カテゴリ: インテリア ニューヨークS邸 マンションリノベーション 見学記

シモンガヴィーナ・ジャパンのショールーム/事務所訪問

イタリアの建築家、カルロ・スカルパがデザインした高級家具を扱うブランドSimon(シモン)の日本の正規代理店であり、かつ高級素材を使ったイタリア仕込みの家具を始めたとしたインテリア提案ができるデザイン事務所であるシモンガヴィーナ・ジャパンのショールーム兼事務所を訪問して参りました。

シモンガヴィーナ

JR代々木駅から徒歩5分の事務所には、シモン社からの輸入家具や照明器具に混じって、シモンガヴィーナ・ジャパンのオリジナル家具やディテール素材が沢山飾られていました。

無垢真鍮材の家具ディテール 

こちらはスカルパ好みの無垢の真鍮材を削り出した金物類です。

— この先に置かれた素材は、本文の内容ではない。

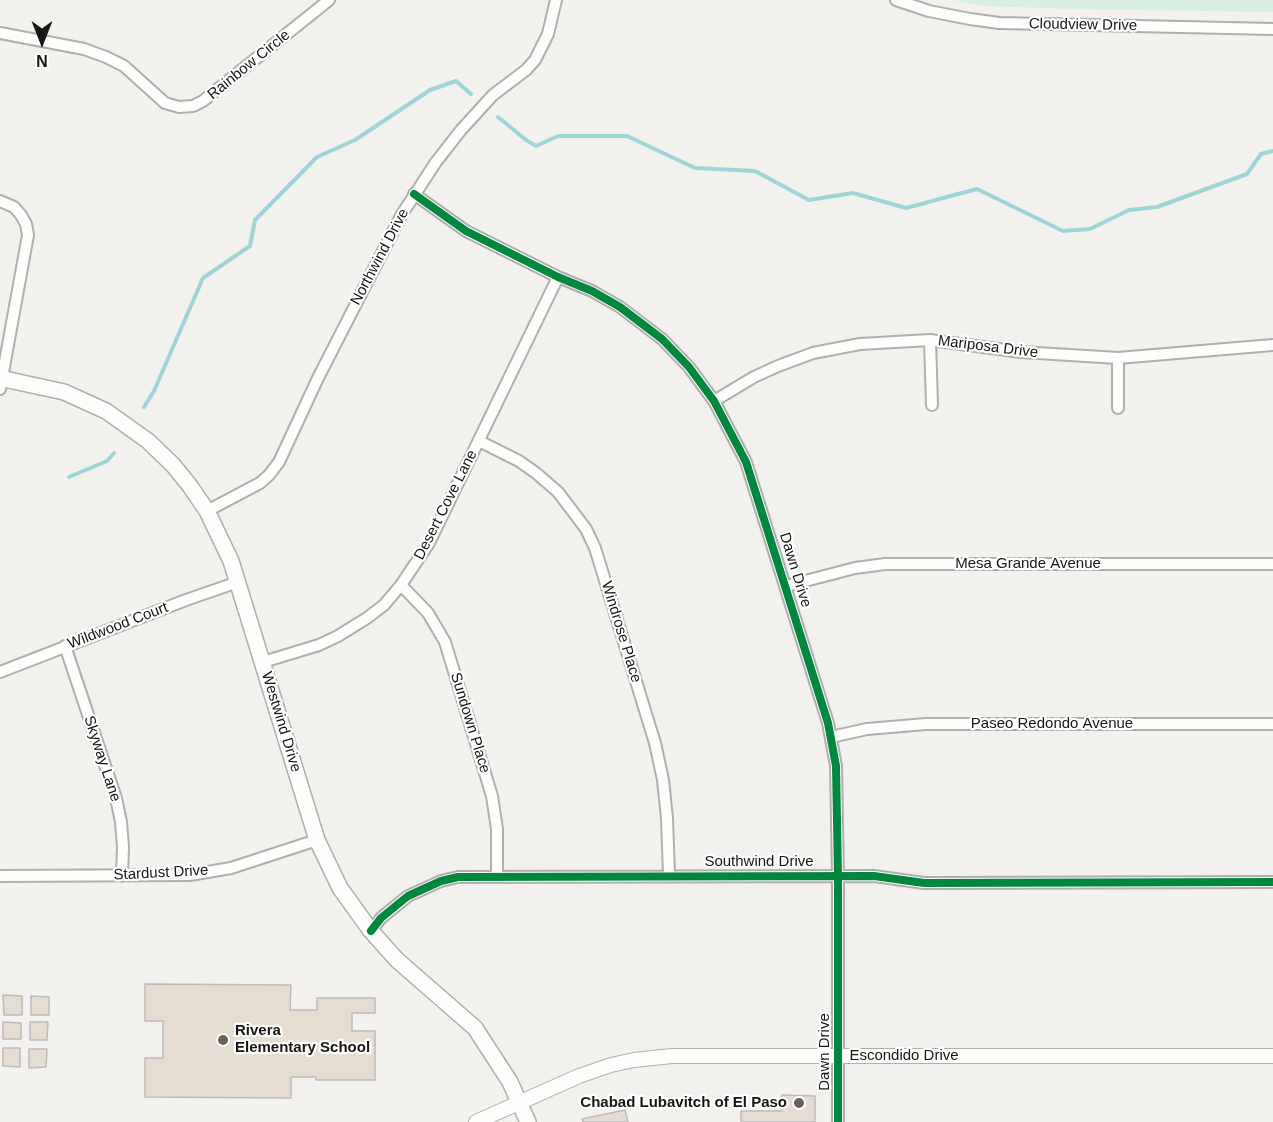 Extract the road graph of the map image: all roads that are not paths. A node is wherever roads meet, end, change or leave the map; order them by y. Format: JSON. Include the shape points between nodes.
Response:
{"nodes":[{"id":1,"x":329,"y":0,"type":"edge"},
{"id":2,"x":556,"y":0,"type":"edge"},
{"id":3,"x":896,"y":0,"type":"edge"},
{"id":4,"x":1273,"y":29,"type":"edge"},
{"id":5,"x":0,"y":33,"type":"edge"},
{"id":6,"x":414,"y":194,"type":"junction"},
{"id":7,"x":0,"y":201,"type":"edge"},
{"id":8,"x":558,"y":277,"type":"junction"},
{"id":9,"x":930,"y":340,"type":"junction"},
{"id":10,"x":1273,"y":345,"type":"edge"},
{"id":11,"x":1118,"y":358,"type":"junction"},
{"id":12,"x":1,"y":382,"type":"edge"},
{"id":13,"x":714,"y":401,"type":"junction"},
{"id":14,"x":932,"y":405,"type":"dead end"},
{"id":15,"x":1118,"y":408,"type":"dead end"},
{"id":16,"x":479,"y":441,"type":"junction"},
{"id":17,"x":207,"y":511,"type":"junction"},
{"id":18,"x":1273,"y":564,"type":"edge"},
{"id":19,"x":238,"y":582,"type":"junction"},
{"id":20,"x":401,"y":585,"type":"junction"},
{"id":21,"x":786,"y":586,"type":"junction"},
{"id":22,"x":65,"y":646,"type":"junction"},
{"id":23,"x":263,"y":662,"type":"junction"},
{"id":24,"x":0,"y":672,"type":"edge"},
{"id":25,"x":1273,"y":724,"type":"edge"},
{"id":26,"x":831,"y":737,"type":"junction"},
{"id":27,"x":317,"y":840,"type":"junction"},
{"id":28,"x":0,"y":876,"type":"edge"},
{"id":29,"x":122,"y":876,"type":"junction"},
{"id":30,"x":497,"y":876,"type":"junction"},
{"id":31,"x":669,"y":876,"type":"junction"},
{"id":32,"x":838,"y":876,"type":"junction"},
{"id":33,"x":1273,"y":882,"type":"edge"},
{"id":34,"x":370,"y":931,"type":"junction"},
{"id":35,"x":838,"y":1056,"type":"junction"},
{"id":36,"x":1273,"y":1056,"type":"edge"},
{"id":37,"x":520,"y":1102,"type":"junction"},
{"id":38,"x":476,"y":1122,"type":"edge"},
{"id":39,"x":528,"y":1122,"type":"edge"},
{"id":40,"x":838,"y":1122,"type":"edge"}],
"edges":[{"from":1,"to":5,"type":"street","name":"Rainbow Circle","via":[[203,101],[179,108],[165,103],[124,66],[106,57]]},
{"from":2,"to":6,"type":"street","name":"Northwind Drive","via":[[548,34],[535,60],[493,95],[461,130]]},
{"from":3,"to":4,"type":"street","name":"Cloudview Drive","via":[[929,11],[999,23]]},
{"from":6,"to":8,"type":"street","name":"Dawn Drive","via":[[466,231]]},
{"from":6,"to":17,"type":"street","name":"Northwind Drive","via":[[377,260],[279,462],[260,483]]},
{"from":7,"to":12,"type":"street","via":[[21,215],[28,235]]},
{"from":8,"to":13,"type":"street","name":"Dawn Drive","via":[[592,291],[649,328],[689,367]]},
{"from":8,"to":16,"type":"street","name":"Desert Cove Lane"},
{"from":9,"to":11,"type":"street","name":"Mariposa Drive","via":[[1021,352]]},
{"from":9,"to":13,"type":"street","name":"Mariposa Drive","via":[[861,344],[813,353],[754,377]]},
{"from":9,"to":14,"type":"street"},
{"from":10,"to":11,"type":"street","name":"Mariposa Drive"},
{"from":11,"to":15,"type":"street"},
{"from":12,"to":17,"type":"main road","name":"Westwind Drive","via":[[64,392],[106,411],[173,465]]},
{"from":13,"to":21,"type":"street","name":"Dawn Drive","via":[[746,462]]},
{"from":16,"to":20,"type":"street","name":"Desert Cove Lane","via":[[429,543]]},
{"from":16,"to":31,"type":"street","name":"Windrose Place","via":[[519,461],[558,492],[595,548],[655,743],[663,780]]},
{"from":17,"to":19,"type":"main road","name":"Westwind Drive"},
{"from":18,"to":21,"type":"street","name":"Mesa Grande Avenue","via":[[885,564]]},
{"from":19,"to":22,"type":"street","name":"Wildwood Court"},
{"from":19,"to":23,"type":"main road","name":"Westwind Drive"},
{"from":20,"to":23,"type":"street","name":"Desert Cove Lane","via":[[384,605],[338,636]]},
{"from":20,"to":30,"type":"street","name":"Sundown Place","via":[[428,613],[445,642],[492,796]]},
{"from":21,"to":26,"type":"street","name":"Dawn Drive"},
{"from":22,"to":24,"type":"street","name":"Wildwood Court"},
{"from":22,"to":29,"type":"street","name":"Skyway Lane","via":[[116,798],[123,847]]},
{"from":23,"to":27,"type":"main road","name":"Westwind Drive"},
{"from":25,"to":26,"type":"street","name":"Paseo Redondo Avenue","via":[[926,724],[867,729]]},
{"from":26,"to":32,"type":"street","name":"Dawn Drive","via":[[838,796]]},
{"from":27,"to":29,"type":"street","name":"Stardust Drive","via":[[231,868],[190,875]]},
{"from":27,"to":34,"type":"main road","name":"Westwind Drive","via":[[340,888]]},
{"from":28,"to":29,"type":"street","name":"Stardust Drive"},
{"from":30,"to":31,"type":"street","name":"Southwind Drive"},
{"from":30,"to":34,"type":"street","name":"Southwind Drive","via":[[458,877],[419,890],[394,906]]},
{"from":31,"to":32,"type":"street","name":"Southwind Drive"},
{"from":32,"to":33,"type":"street","name":"Southwind Drive","via":[[924,883]]},
{"from":32,"to":35,"type":"street","name":"Dawn Drive"},
{"from":34,"to":37,"type":"main road","name":"Westwind Drive","via":[[475,1028]]},
{"from":35,"to":36,"type":"street","name":"Escondido Drive"},
{"from":35,"to":37,"type":"street","name":"Escondido Drive","via":[[672,1056],[634,1060],[579,1076]]},
{"from":35,"to":40,"type":"street","name":"Dawn Drive"},
{"from":37,"to":38,"type":"street","name":"Escondido Drive"},
{"from":37,"to":39,"type":"main road","name":"Westwind Drive"}]}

無垢材ならではの重量感と、使い勝手の良さを両立させるための工夫も随分重ねてきているようです。右側の黒い器具は、いわゆる六角レンチですが、シモンガヴィーナ側がお施主様に扉の開閉用にプレゼントするためにデザインした特製レンチだそうです。

木質と皮革を合せた家具ディテール

木材と皮革という違う性格を持った材料を上手く接合させて難しい家具のディテールも説明して貰いました。皮は本革を使っているそうですが、木材は無垢を使うと価格が高くなるだけでなく、歪みなどの精度の問題もあるそうなので、突板を張っているそうですが、見事に継ぎ目が隠されており、手に取って見ても判らないくらいの貼り合わせ精度の高さでした。

シモンガヴィーナ・ジャパンの津川恕之さんと

記念撮影させてもらった代表の津川恕之さんは20代の時にイタリアの家具屋に飛び込みで修業に入り、日本に戻ってからは高級家具店を経営するという伝説上の人物です。パッと見た目は怖そうな方(?)ですが、実はとても真摯で丁寧な方で、スカルパをはじめとする有名デザイナーの人たちのことや、イタリアでの苦労話を色々と伺わせて貰いました。
因みに、これまでは銀座和光本館や銀座交詢社の家具類やフィリピンやナイジェリアなどの大使館関係建物の内装、ホテルニューオータニなどの高級ホテルのレセプションルームなどの施工・納入実績があるそうです。大学・大学院の恩師である池原義郎先生との仕事も多数手伝っているとのことでした。
凝った金物と木材や皮革を上手く合わせた、キラリとディテールが光る家具は、置き家具でも造り付けの造作家具でもOKとのこと、是非僕らの設計でも、ここぞといポイントで取り入れさせて貰いたいと考えています。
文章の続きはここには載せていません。